• [Activity] Pull every line containing the word "nodes" from the records.

• [Information provided]

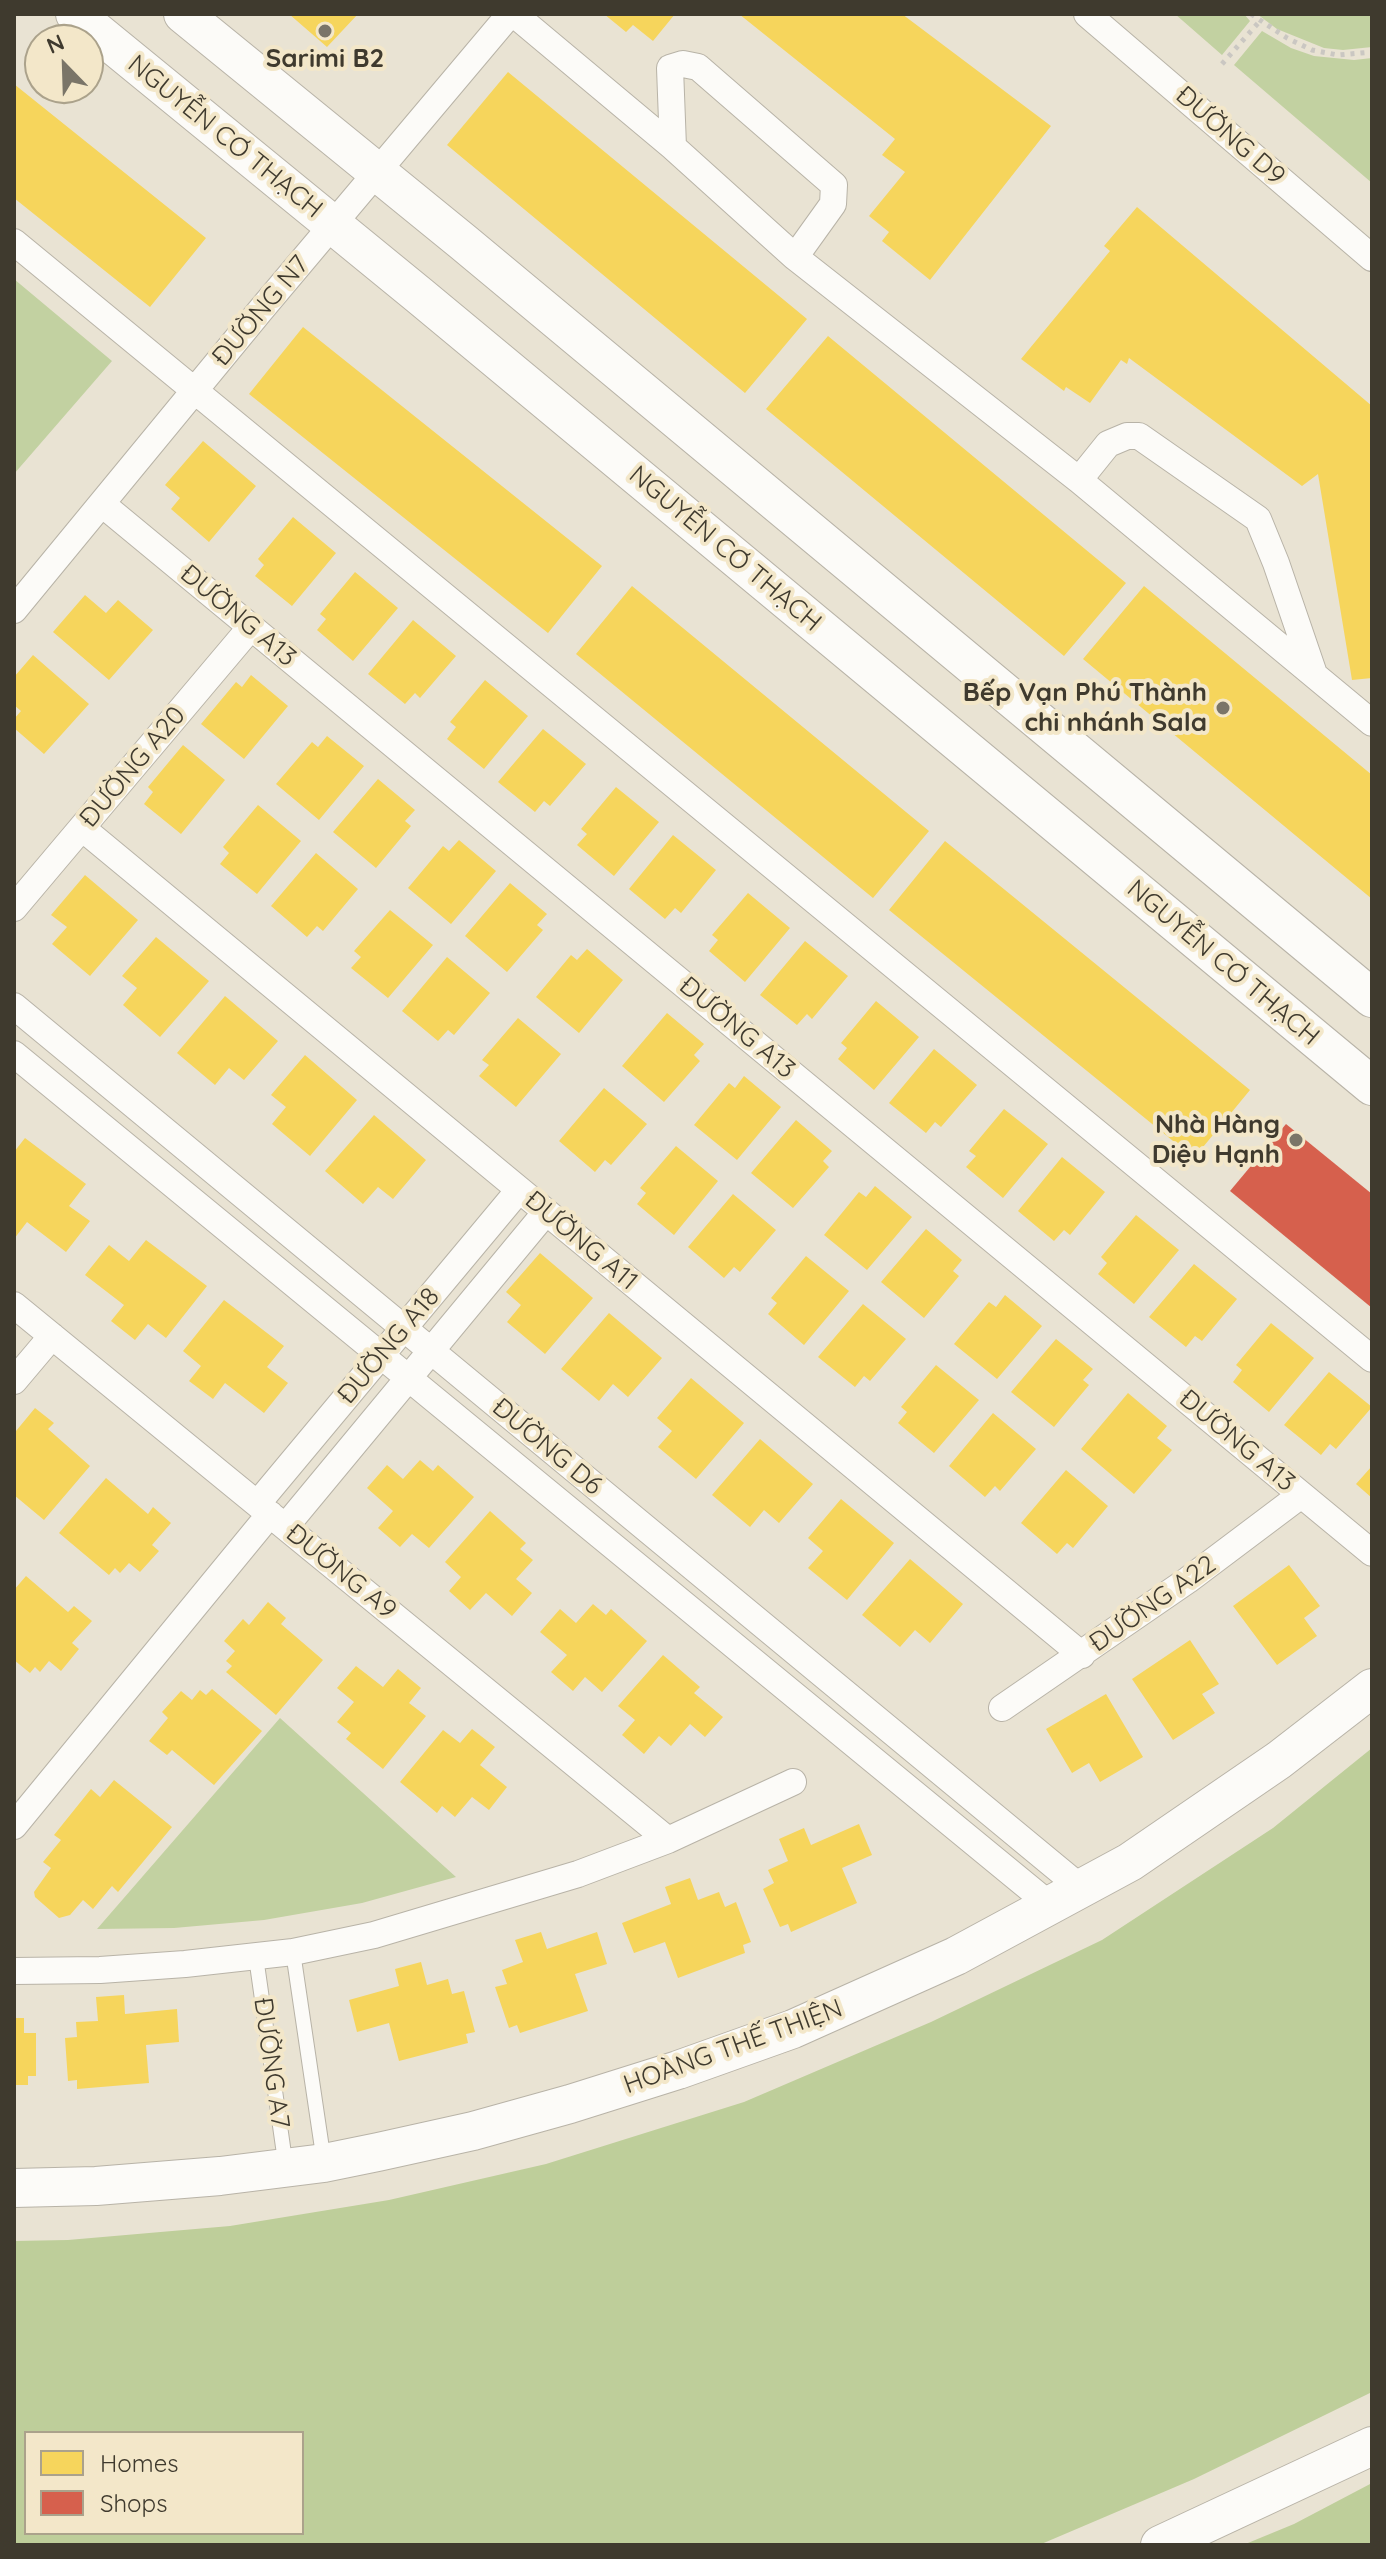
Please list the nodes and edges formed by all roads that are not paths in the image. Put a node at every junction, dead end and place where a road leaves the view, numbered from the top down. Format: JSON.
{"nodes":[{"id":1,"x":75,"y":14,"type":"edge"},
{"id":2,"x":183,"y":14,"type":"edge"},
{"id":3,"x":512,"y":14,"type":"edge"},
{"id":4,"x":1087,"y":14,"type":"edge"},
{"id":5,"x":673,"y":147,"type":"junction"},
{"id":6,"x":377,"y":172,"type":"junction"},
{"id":7,"x":333,"y":225,"type":"junction"},
{"id":8,"x":14,"y":242,"type":"edge"},
{"id":9,"x":795,"y":257,"type":"junction"},
{"id":10,"x":1372,"y":258,"type":"edge"},
{"id":11,"x":195,"y":392,"type":"junction"},
{"id":12,"x":1079,"y":480,"type":"junction"},
{"id":13,"x":102,"y":504,"type":"junction"},
{"id":14,"x":14,"y":610,"type":"edge"},
{"id":15,"x":251,"y":627,"type":"junction"},
{"id":16,"x":1314,"y":674,"type":"junction"},
{"id":17,"x":1372,"y":723,"type":"edge"},
{"id":18,"x":82,"y":828,"type":"junction"},
{"id":19,"x":14,"y":908,"type":"edge"},
{"id":20,"x":1372,"y":998,"type":"edge"},
{"id":21,"x":14,"y":1006,"type":"edge"},
{"id":22,"x":14,"y":1054,"type":"edge"},
{"id":23,"x":1367,"y":1071,"type":"edge"},
{"id":24,"x":519,"y":1190,"type":"junction"},
{"id":25,"x":546,"y":1212,"type":"junction"},
{"id":26,"x":14,"y":1305,"type":"edge"},
{"id":27,"x":404,"y":1328,"type":"junction"},
{"id":28,"x":52,"y":1336,"type":"junction"},
{"id":29,"x":431,"y":1351,"type":"junction"},
{"id":30,"x":381,"y":1355,"type":"junction"},
{"id":31,"x":1372,"y":1359,"type":"edge"},
{"id":32,"x":409,"y":1378,"type":"junction"},
{"id":33,"x":14,"y":1381,"type":"edge"},
{"id":34,"x":1301,"y":1495,"type":"junction"},
{"id":35,"x":272,"y":1515,"type":"junction"},
{"id":36,"x":1372,"y":1553,"type":"edge"},
{"id":37,"x":1082,"y":1655,"type":"junction"},
{"id":38,"x":1372,"y":1688,"type":"edge"},
{"id":39,"x":1002,"y":1708,"type":"dead end"},
{"id":40,"x":793,"y":1782,"type":"dead end"},
{"id":41,"x":14,"y":1826,"type":"edge"},
{"id":42,"x":668,"y":1840,"type":"junction"},
{"id":43,"x":1065,"y":1897,"type":"junction"},
{"id":44,"x":293,"y":1952,"type":"junction"},
{"id":45,"x":256,"y":1957,"type":"junction"},
{"id":46,"x":14,"y":1971,"type":"edge"},
{"id":47,"x":324,"y":2163,"type":"junction"},
{"id":48,"x":286,"y":2168,"type":"junction"},
{"id":49,"x":14,"y":2188,"type":"edge"},
{"id":50,"x":1372,"y":2446,"type":"edge"},
{"id":51,"x":1160,"y":2545,"type":"edge"}],
"edges":[{"from":1,"to":7,"type":"main road","name":"NGUYỄN CƠ THẠCH"},
{"from":2,"to":6,"type":"main road"},
{"from":3,"to":5,"type":"street"},
{"from":3,"to":6,"type":"street","name":"ĐƯỜNG N7"},
{"from":4,"to":10,"type":"street","name":"ĐƯỜNG D9"},
{"from":5,"to":9,"type":"street"},
{"from":5,"to":9,"type":"street"},
{"from":6,"to":7,"type":"street","name":"ĐƯỜNG N7"},
{"from":6,"to":20,"type":"main road"},
{"from":7,"to":11,"type":"street","name":"ĐƯỜNG N7"},
{"from":7,"to":23,"type":"main road","name":"NGUYỄN CƠ THẠCH"},
{"from":8,"to":11,"type":"street"},
{"from":9,"to":12,"type":"street"},
{"from":11,"to":13,"type":"street","name":"ĐƯỜNG N7"},
{"from":11,"to":31,"type":"street"},
{"from":12,"to":16,"type":"street"},
{"from":12,"to":16,"type":"street"},
{"from":13,"to":14,"type":"street","name":"ĐƯỜNG N7"},
{"from":13,"to":15,"type":"street","name":"ĐƯỜNG A13"},
{"from":15,"to":18,"type":"street","name":"ĐƯỜNG A20"},
{"from":15,"to":34,"type":"street","name":"ĐƯỜNG A13"},
{"from":16,"to":17,"type":"street"},
{"from":18,"to":19,"type":"street","name":"ĐƯỜNG A20"},
{"from":18,"to":24,"type":"street","name":"ĐƯỜNG A11"},
{"from":21,"to":27,"type":"street","name":"ĐƯỜNG D6"},
{"from":22,"to":30,"type":"street","name":"ĐƯỜNG D6"},
{"from":24,"to":25,"type":"street","name":"ĐƯỜNG A11"},
{"from":24,"to":27,"type":"street","name":"ĐƯỜNG A18"},
{"from":25,"to":29,"type":"street","name":"ĐƯỜNG A18"},
{"from":25,"to":37,"type":"street","name":"ĐƯỜNG A11"},
{"from":26,"to":28,"type":"street","name":"ĐƯỜNG A9"},
{"from":27,"to":29,"type":"street","name":"ĐƯỜNG D6"},
{"from":27,"to":30,"type":"street","name":"ĐƯỜNG A18"},
{"from":28,"to":33,"type":"street"},
{"from":28,"to":35,"type":"street","name":"ĐƯỜNG A9"},
{"from":29,"to":32,"type":"street","name":"ĐƯỜNG A18"},
{"from":29,"to":43,"type":"street","name":"ĐƯỜNG D6"},
{"from":30,"to":32,"type":"street","name":"ĐƯỜNG D6"},
{"from":30,"to":35,"type":"street","name":"ĐƯỜNG A18"},
{"from":32,"to":35,"type":"street","name":"ĐƯỜNG A18"},
{"from":32,"to":43,"type":"street","name":"ĐƯỜNG D6"},
{"from":34,"to":36,"type":"street","name":"ĐƯỜNG A13"},
{"from":34,"to":37,"type":"street","name":"ĐƯỜNG A22"},
{"from":35,"to":41,"type":"street","name":"ĐƯỜNG A18"},
{"from":35,"to":42,"type":"street","name":"ĐƯỜNG A9"},
{"from":37,"to":39,"type":"street","name":"ĐƯỜNG A22"},
{"from":38,"to":43,"type":"main road","name":"HOÀNG THẾ THIỆN"},
{"from":40,"to":42,"type":"street"},
{"from":42,"to":44,"type":"street"},
{"from":43,"to":47,"type":"main road","name":"HOÀNG THẾ THIỆN"},
{"from":44,"to":45,"type":"street"},
{"from":44,"to":47,"type":"lane","name":"ĐƯỜNG A7"},
{"from":45,"to":46,"type":"street"},
{"from":45,"to":48,"type":"lane","name":"ĐƯỜNG A7"},
{"from":47,"to":48,"type":"main road","name":"HOÀNG THẾ THIỆN"},
{"from":48,"to":49,"type":"main road","name":"HOÀNG THẾ THIỆN"},
{"from":50,"to":51,"type":"main road"}]}
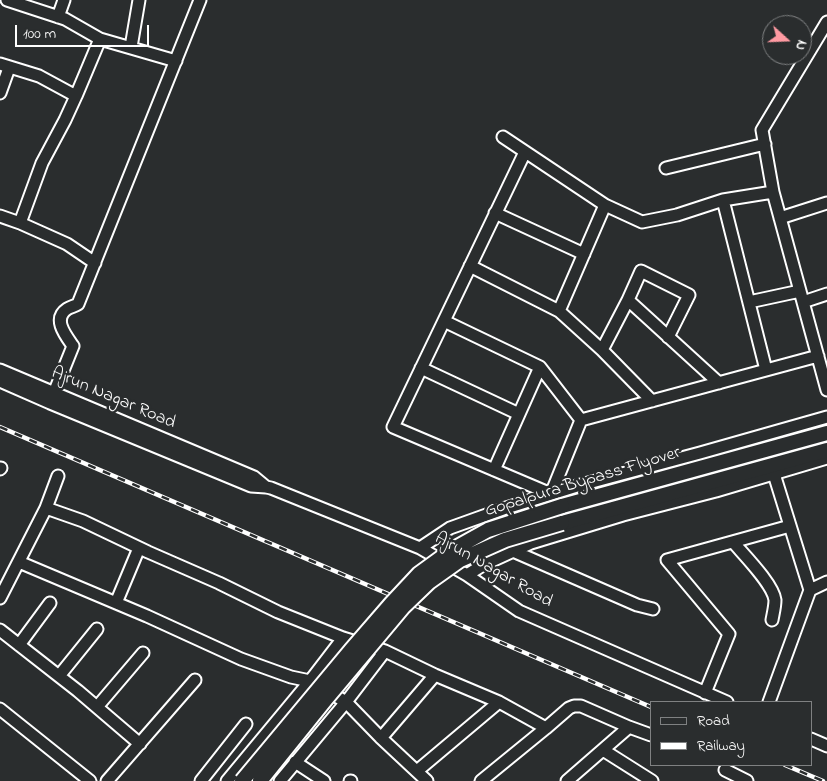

• [Written reply]
Please list the nodes and edges formed by all roads that are not paths in the image. Put a node at every junction, dead end and place where a road leaves the view, numbered from the top down. Format: JSON.
{"nodes":[{"id":1,"x":75,"y":14,"type":"edge"},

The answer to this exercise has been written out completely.